Report, word for word, every line of the material that contains "than".

────────────────

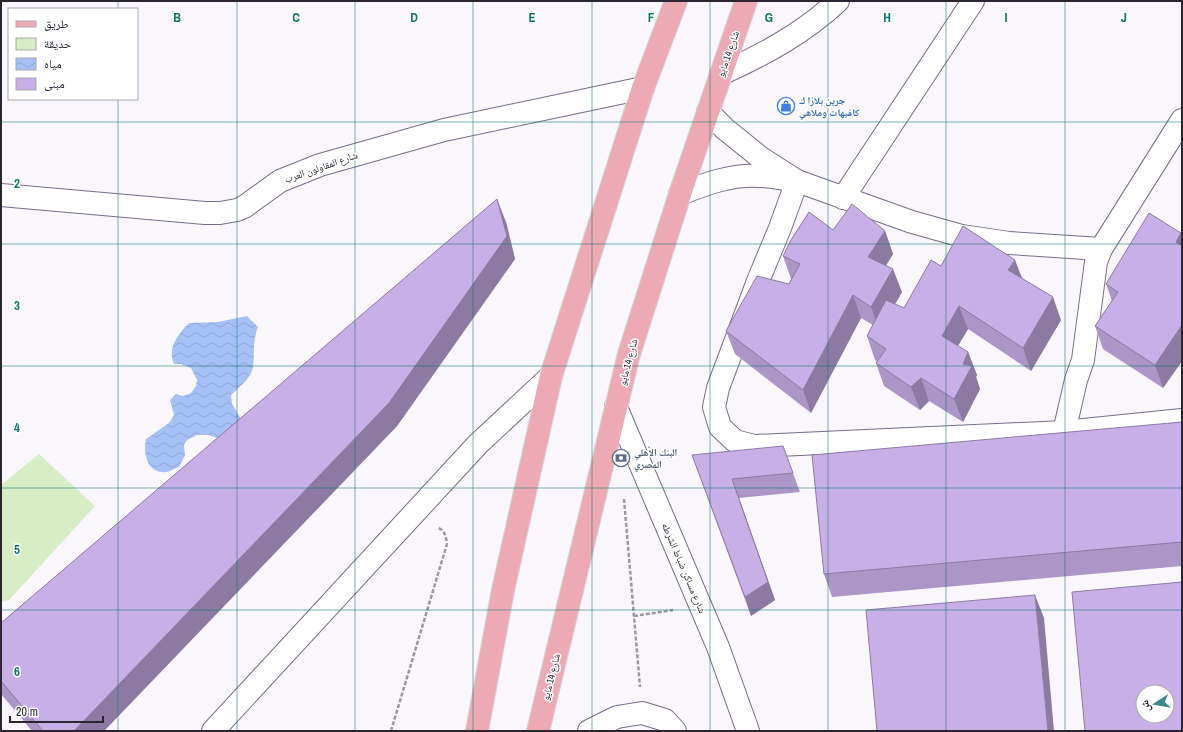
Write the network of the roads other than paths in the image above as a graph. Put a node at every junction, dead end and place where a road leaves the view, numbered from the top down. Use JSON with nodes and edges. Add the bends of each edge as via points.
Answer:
{"nodes":[{"id":1,"x":676,"y":1,"type":"edge"},
{"id":2,"x":746,"y":1,"type":"edge"},
{"id":3,"x":838,"y":1,"type":"edge"},
{"id":4,"x":973,"y":1,"type":"edge"},
{"id":5,"x":721,"y":74,"type":"junction"},
{"id":6,"x":643,"y":88,"type":"junction"},
{"id":7,"x":708,"y":112,"type":"junction"},
{"id":8,"x":1182,"y":120,"type":"edge"},
{"id":9,"x":798,"y":180,"type":"junction"},
{"id":10,"x":680,"y":194,"type":"junction"},
{"id":11,"x":1,"y":195,"type":"edge"},
{"id":12,"x":843,"y":198,"type":"junction"},
{"id":13,"x":1101,"y":249,"type":"junction"},
{"id":14,"x":551,"y":376,"type":"junction"},
{"id":15,"x":616,"y":407,"type":"junction"},
{"id":16,"x":1182,"y":420,"type":"edge"},
{"id":17,"x":1064,"y":432,"type":"junction"},
{"id":18,"x":223,"y":729,"type":"edge"},
{"id":19,"x":477,"y":731,"type":"edge"},
{"id":20,"x":538,"y":731,"type":"edge"},
{"id":21,"x":590,"y":731,"type":"edge"},
{"id":22,"x":676,"y":731,"type":"edge"},
{"id":23,"x":748,"y":731,"type":"edge"}],
"edges":[{"from":1,"to":6,"type":"main road"},
{"from":2,"to":5,"type":"main road","name":"شارع 14 مايو"},
{"from":3,"to":5,"type":"street","via":[[807,27],[779,45]]},
{"from":4,"to":12,"type":"street"},
{"from":5,"to":7,"type":"main road","name":"شارع 14 مايو"},
{"from":6,"to":11,"type":"street","name":"شارع المقاولون العرب","via":[[444,130],[320,165],[280,181],[244,207],[220,213]]},
{"from":6,"to":14,"type":"main road"},
{"from":7,"to":9,"type":"street","via":[[761,158]]},
{"from":7,"to":10,"type":"main road","name":"شارع 14 مايو"},
{"from":8,"to":13,"type":"street"},
{"from":9,"to":10,"type":"street","via":[[758,175],[731,178],[705,184]]},
{"from":9,"to":12,"type":"street"},
{"from":9,"to":17,"type":"street","via":[[718,388],[714,407],[720,427],[735,441],[754,446]]},
{"from":10,"to":15,"type":"main road","name":"شارع 14 مايو","via":[[629,354]]},
{"from":12,"to":13,"type":"street","via":[[962,236],[1009,243]]},
{"from":13,"to":17,"type":"street","via":[[1096,262],[1083,360]]},
{"from":14,"to":18,"type":"street","via":[[478,444]]},
{"from":14,"to":19,"type":"main road","via":[[503,590]]},
{"from":15,"to":20,"type":"main road","name":"شارع 14 مايو"},
{"from":15,"to":23,"type":"street","name":"شارع مساكن ضباط الشرطه","via":[[718,647]]},
{"from":16,"to":17,"type":"street"},
{"from":21,"to":22,"type":"street","via":[[617,717],[642,713],[665,720]]}]}
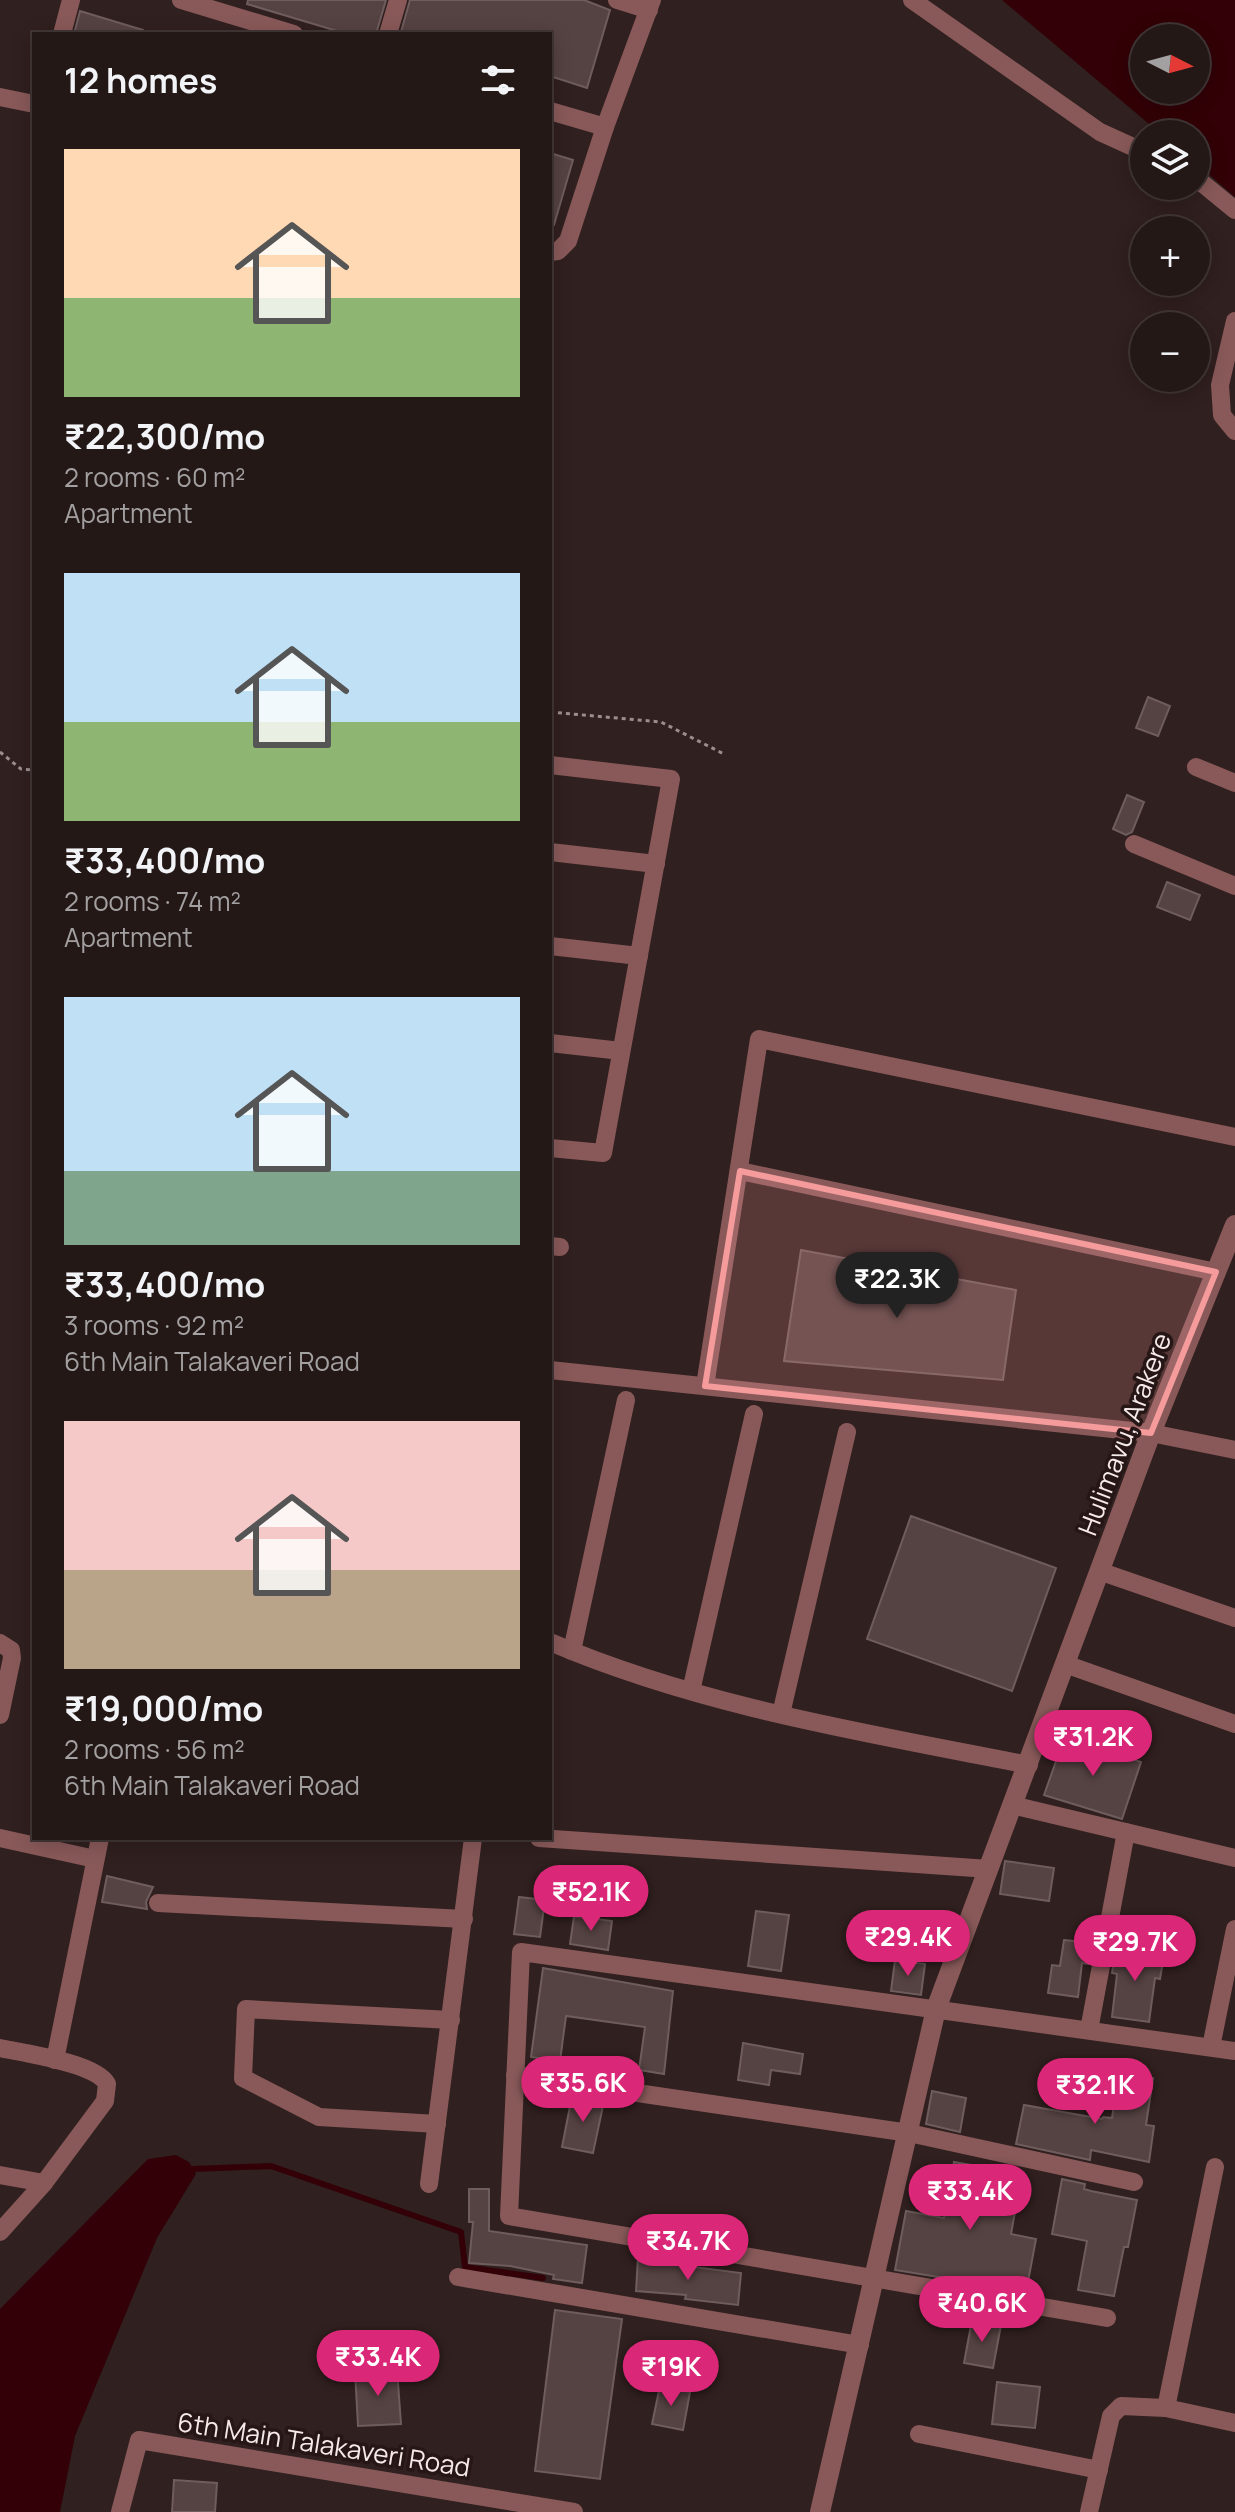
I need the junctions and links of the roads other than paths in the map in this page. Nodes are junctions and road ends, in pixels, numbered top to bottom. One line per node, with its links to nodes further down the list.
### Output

────────────────

#### [Result of this exercise]
Write the network of the roads other than paths in the image above as a graph. Put a node at every junction, dead end and place where a road leaves the view, numbered from the top down. Use JSON with nodes and edges. Add the bends of each edge as via points.
I need the junctions and links of the roads other than paths in the map in this page. Nodes are junctions and road ends, in pixels, numbered top to bottom. One line per node, with its links to nodes further down the list.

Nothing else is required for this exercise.